I guess this isnt too specific to woodworking, though I am hoping to find a job in the woodworking field, but here it goes.

I am looking for a job, and the problem is that my resume isnt great, for the past few years I have been in college, and only been employed in the summer, and work independantly as a handyman, and building custom pieces in my shop during the winter…..All those gaps in official employment dont look very good. I know that if I got the opportunity to talk in person, I'd be hired ( I have been hired for every job I got an interview for), but nobody will talk to you unless they like the resume. If someone would let me, I'd work a day for free in their shop just to show them what I can do, of course that causes all kinds of insurance issues for them, so it probably wont happen.

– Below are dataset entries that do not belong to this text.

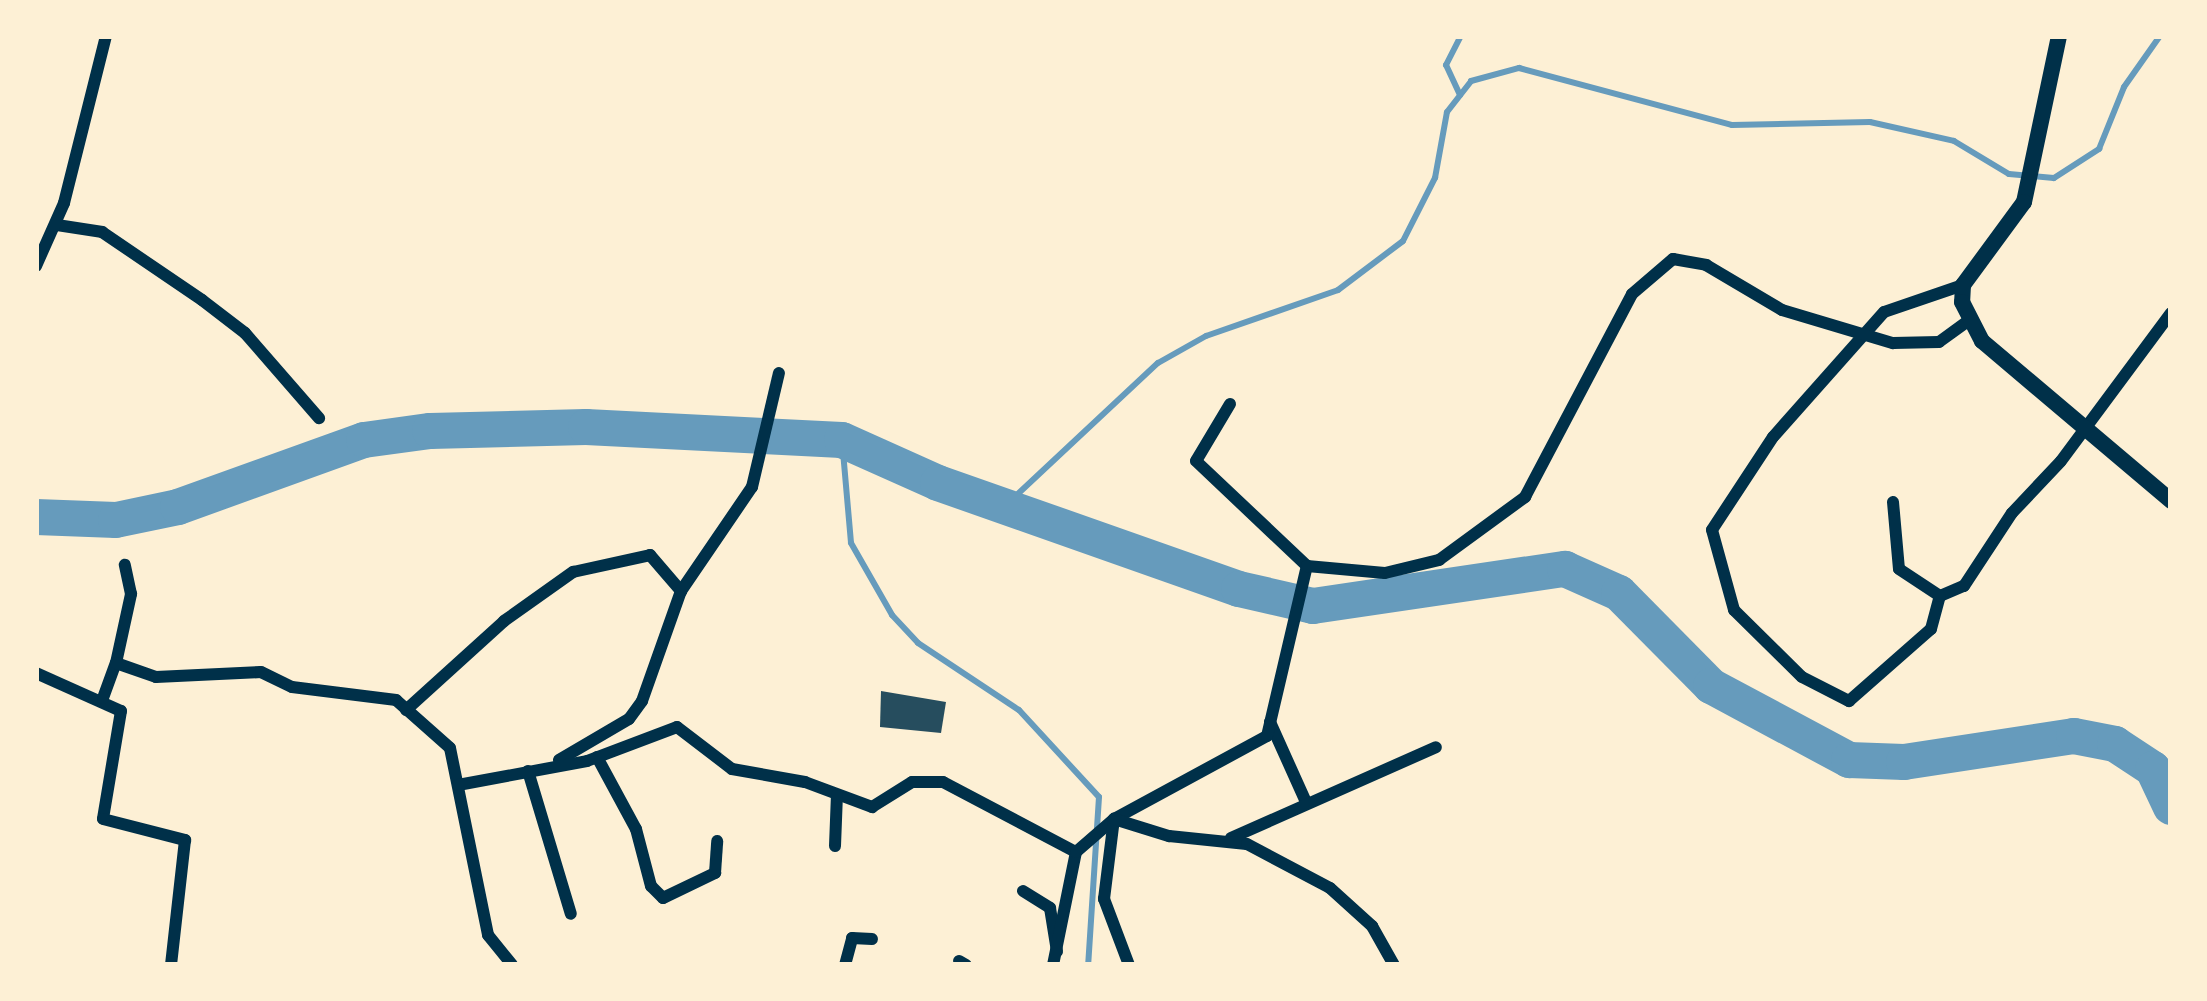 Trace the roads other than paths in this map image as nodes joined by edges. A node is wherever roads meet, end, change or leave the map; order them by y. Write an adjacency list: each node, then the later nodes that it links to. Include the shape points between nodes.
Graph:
1 (106, 36): 3 (street)
2 (2059, 36): 5 (street, via 2012,228)
3 (57, 225): 4 (street); 11 (street, via 103,232 202,300 245,334)
4 (36, 266)
5 (1963, 285): 7 (street); 8 (street, via 1884,312)
6 (2171, 313): 12 (street)
7 (1968, 321): 8 (street, via 1939,341 1906,345); 12 (street)
8 (1862, 335): 16 (street, via 1782,310 1706,265 1673,259 1632,294 1526,497 1439,560 1385,573); 18 (street, via 1773,437 1717,518 1712,540 1734,610 1802,677 1849,701 1930,629)
9 (779, 373): 17 (street, via 754,476 718,545)
10 (1229, 404): 16 (street, via 1196,461)
11 (319, 418)
12 (2082, 430): 13 (street); 18 (street, via 1964,586)
13 (2171, 501)
14 (1893, 502): 18 (street, via 1899,569)
15 (125, 565): 19 (street, via 131,594)
16 (1307, 566): 23 (street)
17 (681, 591): 22 (street, via 650,555 573,572 504,620); 26 (street, via 642,701 629,719)
18 (1940, 596)
19 (116, 663): 21 (street); 22 (street, via 155,677 261,672 292,687 396,700)
20 (36, 673): 21 (street)
21 (104, 698): 42 (street, via 121,711 103,819 185,840)
22 (406, 710): 28 (street, via 450,748)
23 (1270, 722): 30 (street); 31 (street, via 1267,736 1216,768)
24 (1436, 747): 30 (street)
25 (597, 757): 26 (street); 29 (street, via 677,727 731,769); 33 (street, via 663,898 715,873)
26 (560, 760): 27 (street)
27 (529, 772): 28 (street); 37 (street)
28 (458, 785): 43 (street, via 488,935)
29 (837, 795): 34 (street); 35 (street, via 885,805 927,778)
30 (1306, 802): 32 (street)
31 (1114, 819): 32 (street, via 1168,836); 35 (street); 45 (street, via 1104,899)
32 (1231, 838): 46 (street, via 1330,888 1372,926)
33 (717, 841)
34 (835, 846)
35 (1076, 851): 41 (street)
36 (1023, 891): 41 (street, via 1050,908)
37 (572, 914)
38 (836, 936): 39 (street)
39 (852, 938): 40 (street); 44 (street)
40 (872, 939)
41 (1055, 958)
42 (171, 965)
43 (512, 965)
44 (845, 965)
45 (1129, 965)
46 (1394, 965) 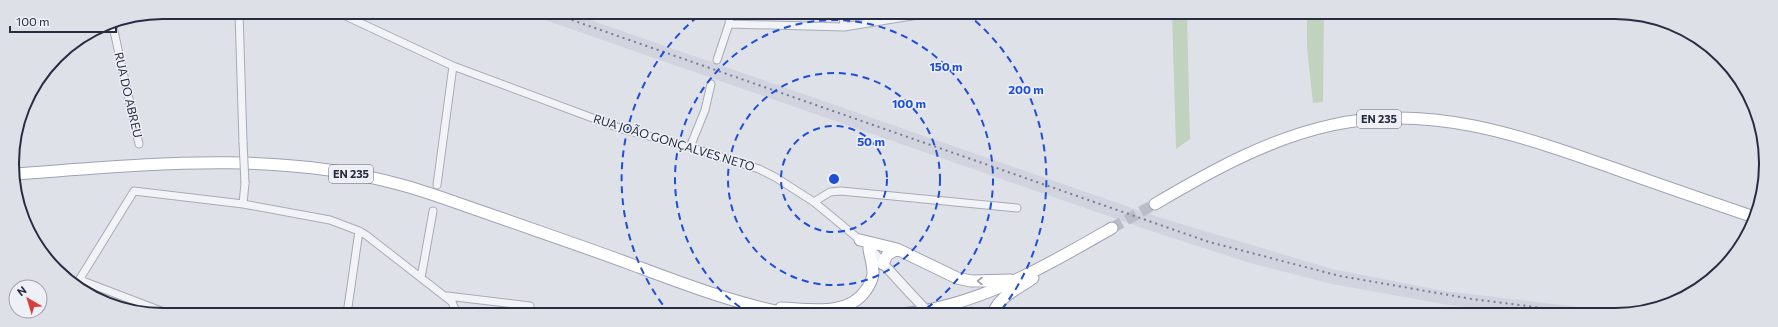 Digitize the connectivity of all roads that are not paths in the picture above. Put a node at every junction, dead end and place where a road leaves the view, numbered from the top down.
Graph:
1 (239, 19) edge
2 (352, 19) edge
3 (729, 19) edge
4 (843, 19) edge
5 (893, 19) edge
6 (729, 24) junction
7 (844, 27) junction
8 (113, 28) edge
9 (717, 60) dead end
10 (453, 66) junction
11 (711, 84) dead end
12 (139, 144) dead end
13 (690, 147) junction
14 (19, 174) edge
15 (437, 185) dead end
16 (814, 202) junction
17 (243, 204) junction
18 (1156, 204) tunnel mouth
19 (1017, 208) dead end
20 (434, 211) dead end
21 (1749, 215) edge
22 (1112, 228) tunnel mouth
23 (359, 230) junction
24 (860, 240) junction
25 (869, 249) junction
26 (897, 249) junction
27 (1061, 258) junction
28 (884, 266) junction
29 (873, 274) junction
30 (421, 278) junction
31 (1019, 279) junction
32 (79, 281) edge
33 (85, 286) edge
34 (443, 295) junction
35 (530, 306) dead end
36 (150, 308) edge
37 (348, 308) edge
38 (454, 308) edge
39 (759, 308) edge
40 (839, 308) edge
41 (924, 308) edge
42 (934, 308) edge
43 (995, 308) edge

1 - 17 street, bridge
2 - 10 street, RUA JOÃO GONÇALVES NETO
3 - 6 street
4 - 7 street
5 - 7 street
6 - 7 street
6 - 9 street
8 - 12 street, RUA DO ABREU
10 - 13 street, RUA JOÃO GONÇALVES NETO
10 - 15 street
11 - 13 street
13 - 16 street, RUA JOÃO GONÇALVES NETO
14 - 39 main road, EN 235
16 - 19 street
16 - 24 street, RUA JOÃO GONÇALVES NETO
17 - 23 street
17 - 32 street
18 - 21 main road, EN 235
20 - 30 street
22 - 27 main road
23 - 30 street
23 - 37 street
24 - 25 street, RUA JOÃO GONÇALVES NETO
24 - 26 main road
25 - 28 street, RUA JOÃO GONÇALVES NETO
25 - 29 main road
26 - 28 main road
31 -> 26 main road
27 - 31 main road
27 - 43 main road
28 - 29 main road
28 - 41 street, RUA JOÃO GONÇALVES NETO, bridge
29 - 40 main road
30 - 34 street
31 - 42 main road
33 - 36 street
34 - 35 street
34 - 38 street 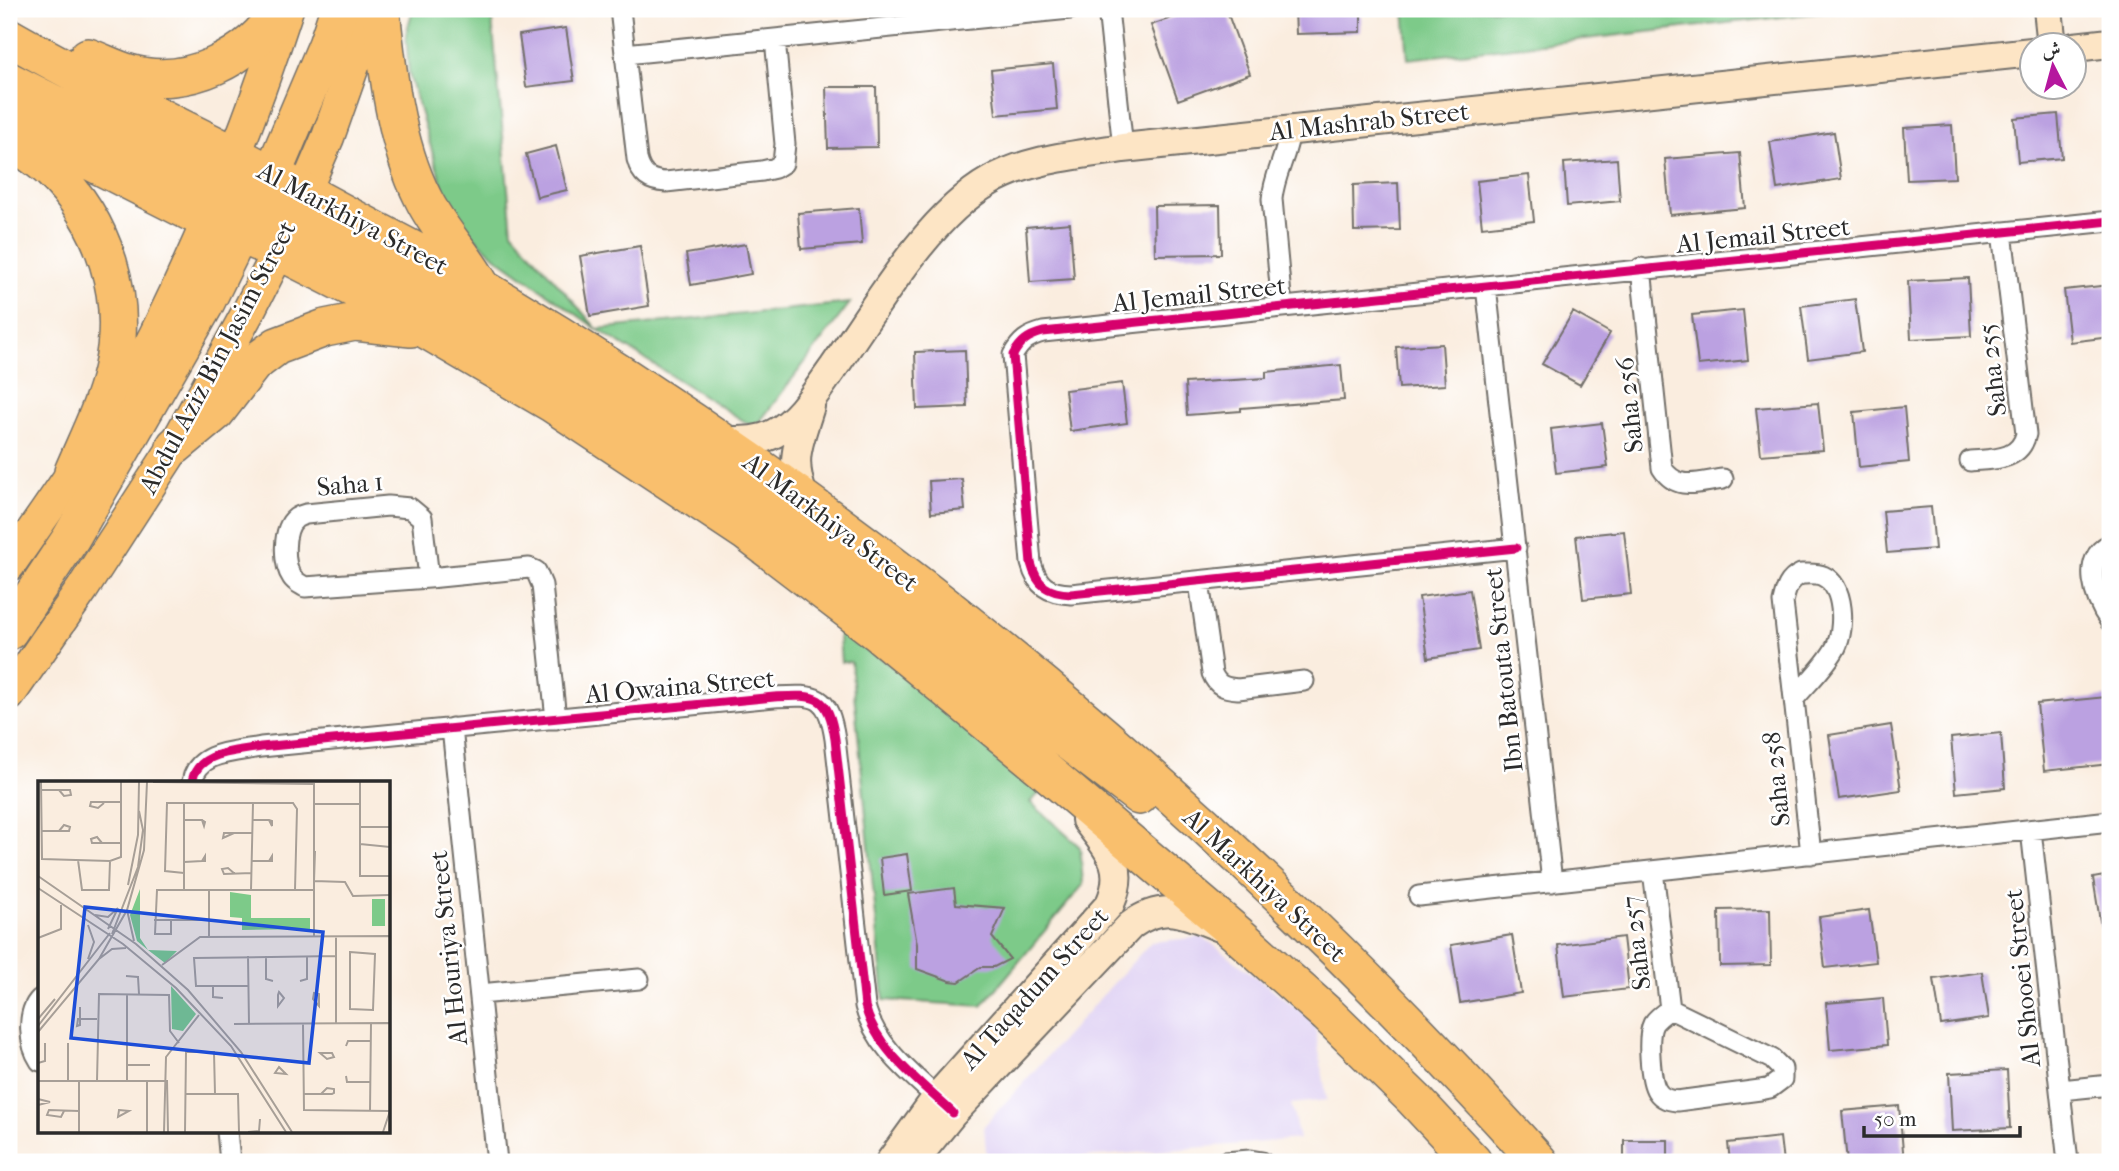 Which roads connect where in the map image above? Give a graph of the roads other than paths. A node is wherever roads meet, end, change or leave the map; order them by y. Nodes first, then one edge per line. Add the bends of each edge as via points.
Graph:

I guess I am looking for advice from anyone who has been employed in a cabinet shop or similar location, or from a manager or owner at such a place.

By the way, I live north of Boston. if anyone has an opportunity for me in the area, or knows someone who does, I'd love to talk.

Thanks in advance.


----------



## Bertha (Jan 10, 2011)

I really wish I could help you. Maybe you could spin your resume without the chronological employment history. Maybe break it into a relevant skills section, etc. I'm a doctor so I've got about 10 versions of my resume depending upon who wants it. If you feel like the resume is painting an inaccurate picture of yourself, go a little nontraditional with it. I wish you the best of luck!


----------



## chrisstef (Mar 3, 2010)

Maybe you can use some photos in your resume to highlight your skills, kind of like a photographers portfolio. IMO im of the "dont tell me show me" camp which is probably par for the course with most woodworkers. Good luck.


----------



## Bertha (Jan 10, 2011)

I really like Chrisstef's suggestion. Why not approach it more like an artisan than a potential employee? I know nothing of putting together an artist's portfolio but that sounds like a wonderful idea.


----------



## Loren (May 30, 2008)

Start calling shops and ask if they have a call for part-time or full-time help.

Sending resumes to cabinet shops is not likely to be effective. Call shops
and you'll talk to some people who don't have time for you and some that
do. Then you go in and show some pictures of what you've done and
so forth.

Starting off, you'll probably be tasked with sanding. It depends on the shop.

Don't take a job with a shop doing work you fine lame. Boston is an affluent
area and even in down-times there's plenty of high-end work being done 
there.

There's a shop in MA that has an apprenticeship-to-mastery program for their
employees. I read about it a few years back. It's like school combined with
a job. The guys that get accepted and stick with it get trained to build
the Queen Anne furniture and other stuff.


----------



## lwllms (Jun 1, 2009)

Don't puff up your resume. In fact, don't even offer it unless asked, just fill out the application. Be honest in the interview and explain you're eager to learn how your prospective employer does things. I worked in the trade and quickly learned not to take people's claims too seriously. It's likely the guy who claims to be a woodworking wizard can't, in reality, find his @ss with both hands. You might take some photos of your work to an interview if you have a good body of work to show.


----------



## jgreiner (Oct 23, 2010)

I don't know anything about woodworking as a profession, but as someone who has hired several people I can offer you my opinion.

As stated before, woodworking is as much as an art form as photography or other artsy jobs. Look up artist based resume templates, usually these templates have high colored pictures of your own work built into the resume.

Another thing to consider is building a resume holder out of wood. It would be as something as complex as a hinged folder, or as simple as a small clip. These can be time consuming and/or expensive so make sure the place has an opening before using this tactic. Not only does it show off your tallents, but it also makes the potential employer feel like you care more about the position.

I wish you luck in your job search.

-jeremy


----------